Rationale: The D6 chemokine receptor can bind and scavenge several chemokines, including the T-helper 2 (Th2)–associated chemokines CCL17 and CCL22. Although D6 is constitutively expressed in the lung, its pulmonary function is unknown.
Objectives: This study tested whether D6 regulates pulmonary chemokine levels, inflammation, or airway responsiveness during allergen-induced airway disease.
Methods: D6-deficient and genetically matched C57BL/6 mice were sensitized and challenged with ovalbumin. ELISA and flow cytometry were used to measure levels of cytokines and leukocytes, respectively. Mechanical ventilation was used to measure airway reactivity.

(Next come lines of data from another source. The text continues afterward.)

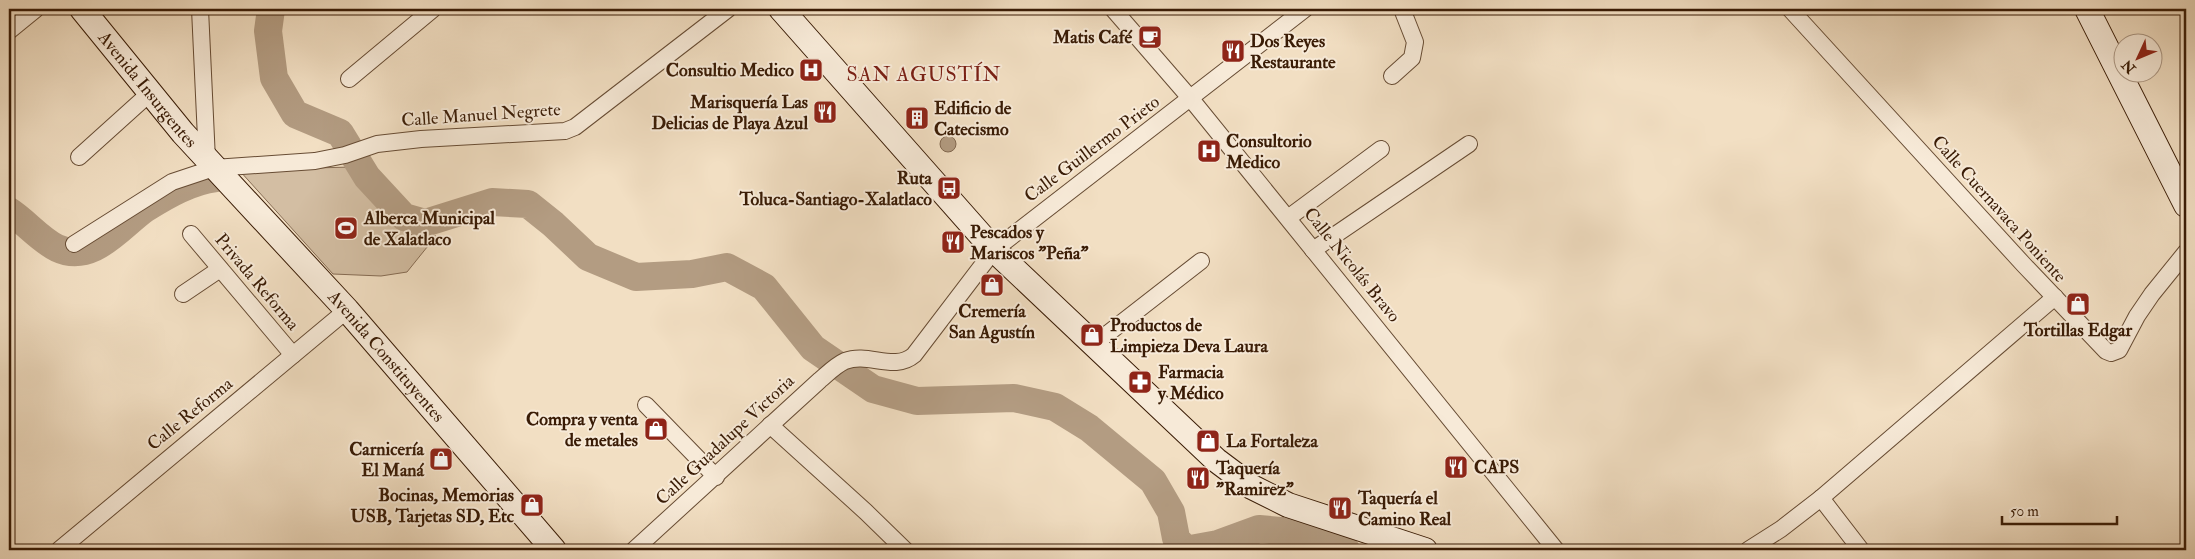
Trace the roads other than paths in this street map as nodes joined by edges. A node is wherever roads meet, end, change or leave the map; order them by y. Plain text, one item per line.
1 (36, 9) edge
2 (82, 9) edge
3 (200, 9) edge
4 (433, 9) edge
5 (728, 9) edge
6 (780, 9) edge
7 (1113, 9) edge
8 (1305, 9) edge
9 (1402, 9) edge
10 (1790, 9) edge
11 (2087, 9) edge
12 (9, 31) edge
13 (1392, 76) dead end
14 (348, 79) dead end
15 (150, 93) junction
16 (1191, 99) junction
17 (1469, 144) dead end
18 (1381, 148) dead end
19 (79, 157) dead end
20 (210, 164) junction
21 (2186, 205) edge
22 (1288, 218) junction
23 (191, 234) dead end
24 (74, 244) dead end
25 (994, 250) junction
26 (1313, 250) junction
27 (2186, 252) edge
28 (1201, 261) dead end
29 (220, 269) junction
30 (183, 294) dead end
31 (2055, 297) junction
32 (347, 310) junction
33 (1093, 345) junction
34 (293, 355) junction
35 (845, 361) joint
36 (646, 406) dead end
37 (770, 425) junction
38 (716, 476) junction
39 (1821, 498) junction
40 (59, 550) edge
41 (554, 550) edge
42 (634, 550) edge
43 (905, 550) edge
44 (1425, 550) edge
45 (1556, 550) edge
46 (1748, 550) edge
47 (1861, 550) edge

1 - 12 street
2 - 15 main road, Avenida Insurgentes
3 - 20 street
4 - 14 street
5 - 20 street, Calle Manuel Negrete
6 - 25 main road
7 - 16 street, Calle Nicolás Bravo
8 - 16 street, Calle Guillermo Prieto
9 - 13 street
10 - 31 street, Calle Cuernavaca Poniente
11 - 21 main road
15 - 19 street
15 - 20 main road, Avenida Insurgentes
16 - 22 street, Calle Nicolás Bravo
16 - 25 street, Calle Guillermo Prieto
17 - 26 street
18 - 22 street
20 - 24 street
20 - 32 main road, Avenida Constituyentes
22 - 26 street, Calle Nicolás Bravo
23 - 29 street, Privada Reforma
25 - 33 main road
25 - 35 street, Calle Guillermo Prieto
26 - 45 street, Calle Nicolás Bravo
27 - 31 street
28 - 33 street
29 - 30 street
29 - 34 street, Privada Reforma
31 - 39 street, Calle Cuernavaca Poniente
32 - 34 street, Calle Reforma
32 - 41 main road, Avenida Constituyentes
33 - 44 main road
34 - 40 street, Calle Reforma
35 - 37 street, Calle Guadalupe Victoria
36 - 38 street
37 - 38 street, Calle Guadalupe Victoria
37 - 43 street
38 - 42 street, Calle Guadalupe Victoria
39 - 46 street, Calle Cuernavaca Poniente
39 - 47 street

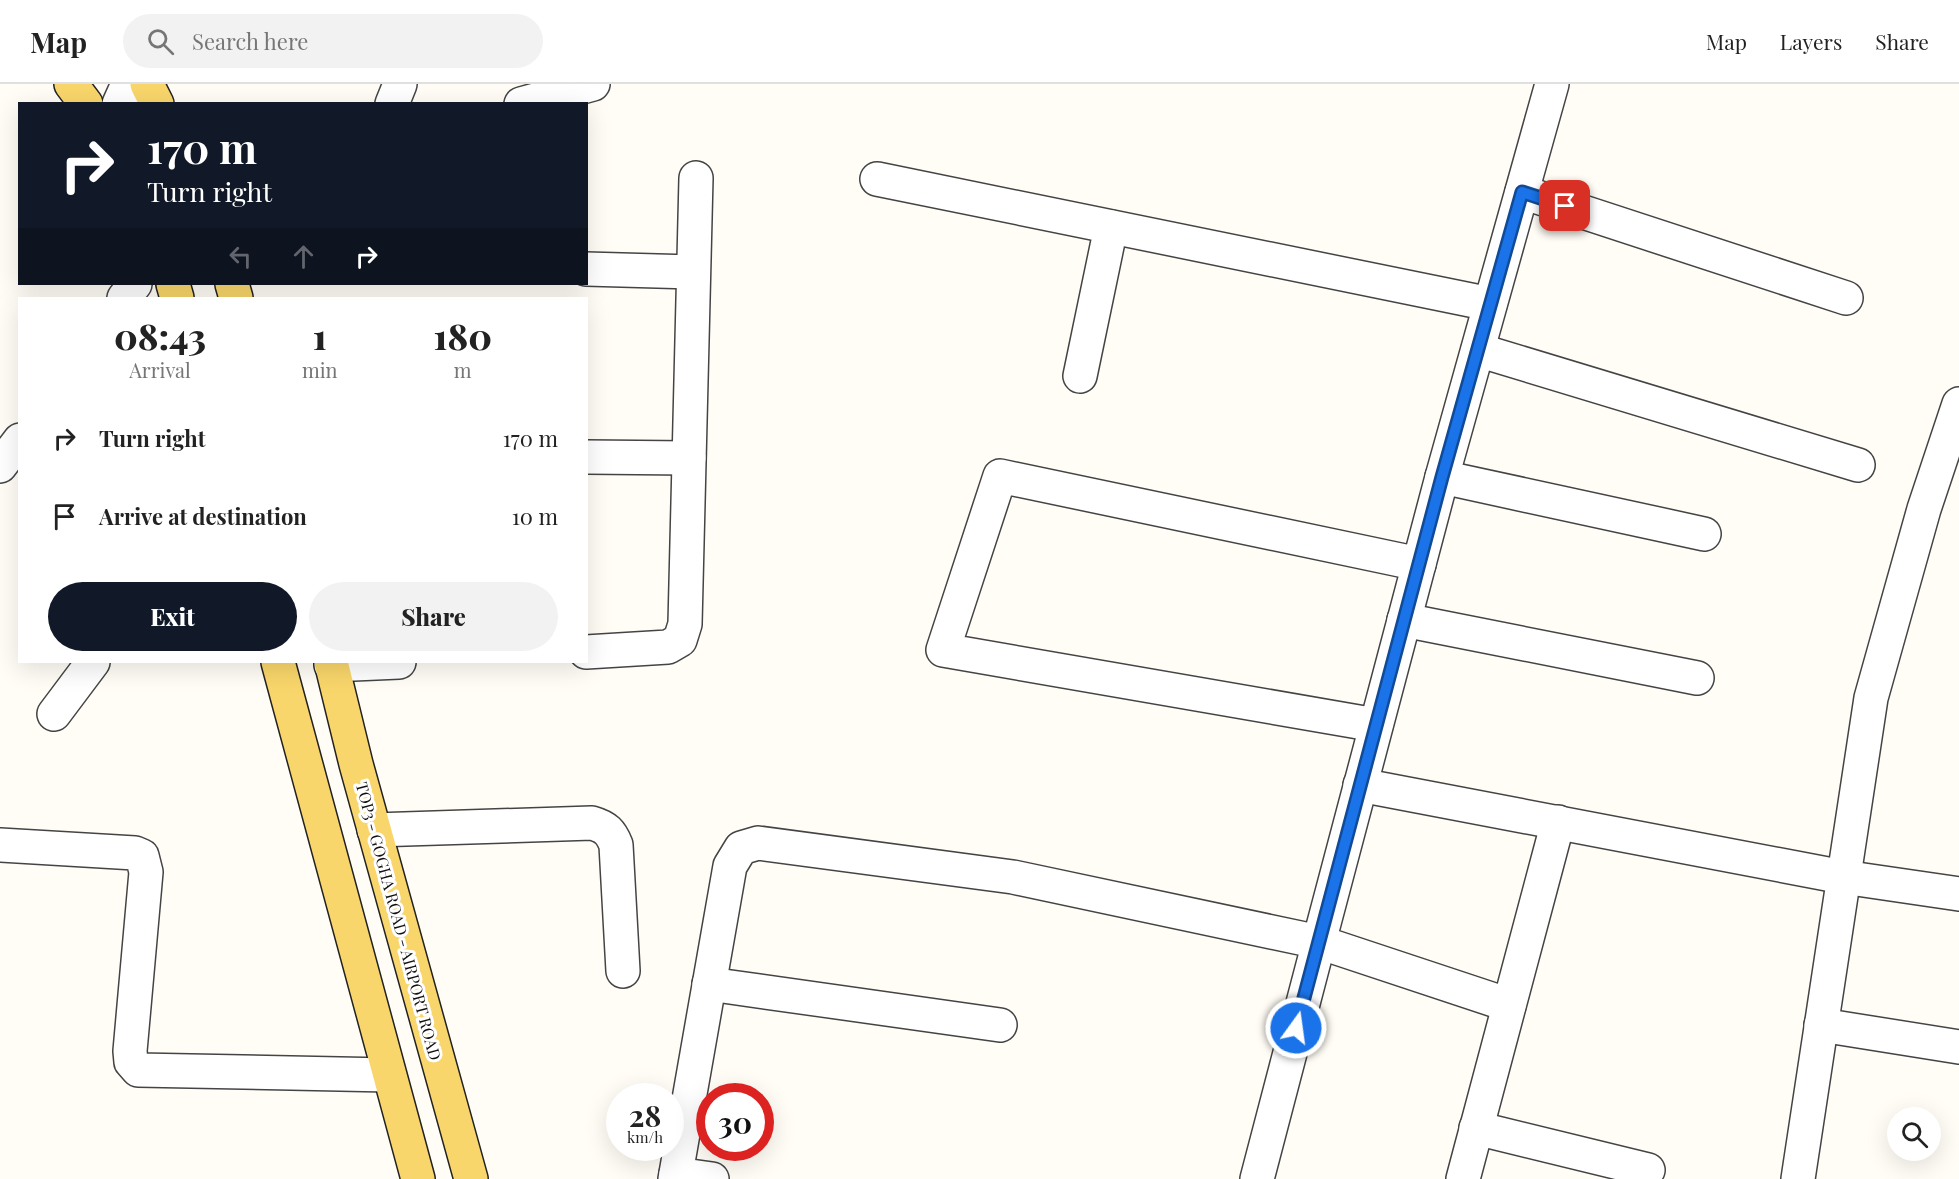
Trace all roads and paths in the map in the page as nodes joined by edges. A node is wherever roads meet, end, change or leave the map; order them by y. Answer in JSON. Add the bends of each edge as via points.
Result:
{"nodes":[{"id":1,"x":71,"y":84,"type":"edge"},
{"id":2,"x":128,"y":84,"type":"edge"},
{"id":3,"x":147,"y":84,"type":"edge"},
{"id":4,"x":400,"y":84,"type":"edge"},
{"id":5,"x":1552,"y":84,"type":"edge"},
{"id":6,"x":583,"y":85,"type":"edge"},
{"id":7,"x":84,"y":102,"type":"edge"},
{"id":8,"x":120,"y":102,"type":"edge"},
{"id":9,"x":156,"y":102,"type":"edge"},
{"id":10,"x":393,"y":102,"type":"edge"},
{"id":11,"x":528,"y":102,"type":"edge"},
{"id":12,"x":696,"y":178,"type":"dead end"},
{"id":13,"x":877,"y":179,"type":"dead end"},
{"id":14,"x":1522,"y":192,"type":"junction"},
{"id":15,"x":1111,"y":227,"type":"junction"},
{"id":16,"x":588,"y":269,"type":"edge"},
{"id":17,"x":693,"y":272,"type":"junction"},
{"id":18,"x":134,"y":285,"type":"edge"},
{"id":19,"x":125,"y":297,"type":"edge"},
{"id":20,"x":1846,"y":298,"type":"dead end"},
{"id":21,"x":1490,"y":304,"type":"junction"},
{"id":22,"x":1478,"y":350,"type":"junction"},
{"id":23,"x":1080,"y":376,"type":"dead end"},
{"id":24,"x":1959,"y":404,"type":"edge"},
{"id":25,"x":18,"y":443,"type":"edge"},
{"id":26,"x":1951,"y":451,"type":"edge"},
{"id":27,"x":588,"y":457,"type":"edge"},
{"id":28,"x":689,"y":459,"type":"junction"},
{"id":29,"x":1858,"y":465,"type":"dead end"},
{"id":30,"x":0,"y":466,"type":"edge"},
{"id":31,"x":1442,"y":477,"type":"junction"},
{"id":32,"x":1704,"y":534,"type":"dead end"},
{"id":33,"x":1419,"y":564,"type":"junction"},
{"id":34,"x":1404,"y":620,"type":"junction"},
{"id":35,"x":588,"y":652,"type":"edge"},
{"id":36,"x":92,"y":663,"type":"edge"},
{"id":37,"x":278,"y":663,"type":"edge"},
{"id":38,"x":331,"y":663,"type":"edge"},
{"id":39,"x":1697,"y":678,"type":"dead end"},
{"id":40,"x":54,"y":714,"type":"dead end"},
{"id":41,"x":1376,"y":725,"type":"junction"},
{"id":42,"x":1360,"y":785,"type":"junction"},
{"id":43,"x":1558,"y":822,"type":"junction"},
{"id":44,"x":374,"y":830,"type":"junction"},
{"id":45,"x":0,"y":845,"type":"edge"},
{"id":46,"x":1843,"y":877,"type":"junction"},
{"id":47,"x":1959,"y":894,"type":"edge"},
{"id":48,"x":1318,"y":942,"type":"junction"},
{"id":49,"x":623,"y":971,"type":"dead end"},
{"id":50,"x":709,"y":984,"type":"junction"},
{"id":51,"x":1509,"y":1005,"type":"junction"},
{"id":52,"x":1000,"y":1025,"type":"dead end"},
{"id":53,"x":1821,"y":1025,"type":"junction"},
{"id":54,"x":1959,"y":1047,"type":"edge"},
{"id":55,"x":389,"y":1075,"type":"junction"},
{"id":56,"x":1476,"y":1128,"type":"junction"},
{"id":57,"x":1648,"y":1170,"type":"dead end"},
{"id":58,"x":675,"y":1176,"type":"edge"},
{"id":59,"x":418,"y":1179,"type":"edge"},
{"id":60,"x":471,"y":1179,"type":"edge"},
{"id":61,"x":712,"y":1179,"type":"edge"},
{"id":62,"x":1257,"y":1179,"type":"edge"},
{"id":63,"x":1463,"y":1179,"type":"edge"},
{"id":64,"x":1798,"y":1179,"type":"edge"}],
"edges":[{"from":1,"to":7,"type":"main road"},
{"from":2,"to":8,"type":"street"},
{"from":3,"to":9,"type":"main road"},
{"from":4,"to":10,"type":"street"},
{"from":5,"to":14,"type":"street"},
{"from":6,"to":11,"type":"street"},
{"from":12,"to":17,"type":"street"},
{"from":13,"to":15,"type":"street"},
{"from":14,"to":20,"type":"street"},
{"from":14,"to":21,"type":"street"},
{"from":15,"to":21,"type":"street"},
{"from":15,"to":23,"type":"street"},
{"from":16,"to":17,"type":"street"},
{"from":17,"to":28,"type":"street"},
{"from":18,"to":19,"type":"street"},
{"from":21,"to":22,"type":"street"},
{"from":22,"to":29,"type":"street"},
{"from":22,"to":31,"type":"street"},
{"from":24,"to":26,"type":"street"},
{"from":25,"to":30,"type":"street"},
{"from":26,"to":46,"type":"street","via":[[1924,509],[1871,698]]},
{"from":27,"to":28,"type":"street"},
{"from":28,"to":35,"type":"street","via":[[685,624],[681,640],[668,647]]},
{"from":31,"to":32,"type":"street"},
{"from":31,"to":33,"type":"street"},
{"from":33,"to":34,"type":"street"},
{"from":33,"to":41,"type":"street","via":[[1000,476],[943,650]]},
{"from":34,"to":39,"type":"street"},
{"from":34,"to":41,"type":"street"},
{"from":36,"to":40,"type":"street"},
{"from":37,"to":55,"type":"main road"},
{"from":38,"to":44,"type":"main road","name":"TOP3 - GOGHA ROAD - AIRPORT ROAD"},
{"from":41,"to":42,"type":"street"},
{"from":42,"to":43,"type":"street"},
{"from":42,"to":48,"type":"street"},
{"from":43,"to":46,"type":"street"},
{"from":43,"to":51,"type":"street"},
{"from":44,"to":49,"type":"street","via":[[592,823],[604,826],[616,845]]},
{"from":44,"to":60,"type":"main road","name":"TOP3 - GOGHA ROAD - AIRPORT ROAD"},
{"from":45,"to":55,"type":"street","via":[[142,856],[146,872],[130,1051],[131,1062],[138,1070]]},
{"from":46,"to":47,"type":"street"},
{"from":46,"to":53,"type":"street"},
{"from":48,"to":50,"type":"street","via":[[1013,877],[758,843],[741,848],[730,866]]},
{"from":48,"to":51,"type":"street"},
{"from":48,"to":62,"type":"street"},
{"from":50,"to":52,"type":"street"},
{"from":50,"to":58,"type":"street"},
{"from":51,"to":56,"type":"street"},
{"from":53,"to":54,"type":"street"},
{"from":53,"to":64,"type":"street"},
{"from":55,"to":59,"type":"main road"},
{"from":56,"to":57,"type":"street"},
{"from":56,"to":63,"type":"street"},
{"from":58,"to":61,"type":"street"}]}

Results: The ability of D6 to diminish chemokine levels in the lung was chemokine concentration dependent. CCL17 and CCL22 were abundant in the airway, and their levels were attenuated by D6 when they were within a defined concentration range. By contrast, airway concentrations of CCL3, CCL5, and CCL11 were low and unaffected by D6. Allergen-challenged D6-deficient mice had more dendritic cells, T cells, and eosinophils in the lung parenchyma and more eosinophils in the airway than similarly challenged C57BL/6 mice. By contrast, D6-deficient mice had reduced airway responses to methacholine compared with C57BL/6 mice. Thus, D6 has opposing effects on inflammation and airway reactivity.
Conclusions: The ability of D6 to scavenge chemokines in the lung is dependent on chemokine concentration. The absence of D6 increases inflammation, but reduces airway reactivity. These findings suggest that inhibiting D6 function might be a novel means to attenuate airway responses in individuals with allergic asthma.